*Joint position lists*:
——

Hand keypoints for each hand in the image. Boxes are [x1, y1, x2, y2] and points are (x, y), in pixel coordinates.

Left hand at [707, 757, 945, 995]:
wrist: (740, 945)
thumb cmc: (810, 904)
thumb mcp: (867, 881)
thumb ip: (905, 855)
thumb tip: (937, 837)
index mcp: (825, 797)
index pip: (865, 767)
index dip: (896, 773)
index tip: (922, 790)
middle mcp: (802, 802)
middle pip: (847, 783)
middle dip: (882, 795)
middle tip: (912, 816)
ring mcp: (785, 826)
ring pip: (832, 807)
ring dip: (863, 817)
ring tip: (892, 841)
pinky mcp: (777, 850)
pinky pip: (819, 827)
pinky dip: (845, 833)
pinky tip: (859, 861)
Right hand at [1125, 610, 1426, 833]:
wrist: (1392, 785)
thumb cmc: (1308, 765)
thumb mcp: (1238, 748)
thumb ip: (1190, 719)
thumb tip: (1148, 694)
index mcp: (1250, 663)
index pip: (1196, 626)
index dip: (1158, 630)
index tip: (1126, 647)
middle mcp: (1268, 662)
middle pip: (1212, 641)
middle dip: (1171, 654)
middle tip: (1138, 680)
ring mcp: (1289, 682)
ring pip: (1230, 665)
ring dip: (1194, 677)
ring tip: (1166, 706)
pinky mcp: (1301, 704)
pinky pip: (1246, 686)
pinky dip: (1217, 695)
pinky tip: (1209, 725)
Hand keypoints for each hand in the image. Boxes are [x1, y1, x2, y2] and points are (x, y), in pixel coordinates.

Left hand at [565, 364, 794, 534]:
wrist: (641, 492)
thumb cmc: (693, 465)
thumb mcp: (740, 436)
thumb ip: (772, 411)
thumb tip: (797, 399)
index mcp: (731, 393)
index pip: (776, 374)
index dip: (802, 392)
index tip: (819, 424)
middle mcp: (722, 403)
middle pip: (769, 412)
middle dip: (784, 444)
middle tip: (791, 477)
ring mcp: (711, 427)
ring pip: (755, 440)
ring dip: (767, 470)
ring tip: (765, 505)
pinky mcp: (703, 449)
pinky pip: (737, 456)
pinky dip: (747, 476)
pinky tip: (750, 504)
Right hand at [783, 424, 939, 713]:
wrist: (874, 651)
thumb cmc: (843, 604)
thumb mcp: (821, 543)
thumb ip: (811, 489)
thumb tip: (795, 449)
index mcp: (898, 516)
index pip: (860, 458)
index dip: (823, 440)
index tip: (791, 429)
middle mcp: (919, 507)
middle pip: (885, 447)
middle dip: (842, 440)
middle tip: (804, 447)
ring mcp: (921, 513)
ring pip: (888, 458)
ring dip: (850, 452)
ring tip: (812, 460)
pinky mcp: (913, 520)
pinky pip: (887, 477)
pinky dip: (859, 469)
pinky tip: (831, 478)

——

*How to complete this task*:
The first line of the records and every line down to the line with "index mcp: (1250, 663)" must be quoted exactly; leave out all else.

*Solution to this task*:
Hand keypoints for each hand in the image. Boxes are [x1, y1, x2, y2] and points are (x, y), in pixel coordinates.

Left hand at [707, 757, 945, 995]:
wrist: (740, 945)
thumb cmc: (810, 904)
thumb mcp: (867, 881)
thumb ip: (905, 855)
thumb tip: (937, 837)
index mcp: (825, 797)
index pip: (865, 767)
index dip: (896, 773)
index tip: (922, 790)
middle mcp: (802, 802)
middle pip: (847, 783)
middle dip: (882, 795)
middle tip: (912, 816)
ring mcp: (785, 826)
ring pip: (832, 807)
ring dip: (863, 817)
ring tip: (892, 841)
pinky mcp: (777, 850)
pinky pip: (819, 827)
pinky dip: (845, 833)
pinky tip: (859, 861)
Right hand at [1125, 610, 1426, 833]:
wrist: (1392, 785)
thumb cmc: (1308, 765)
thumb mcp: (1238, 748)
thumb ip: (1190, 719)
thumb tip: (1148, 694)
index mcp: (1250, 663)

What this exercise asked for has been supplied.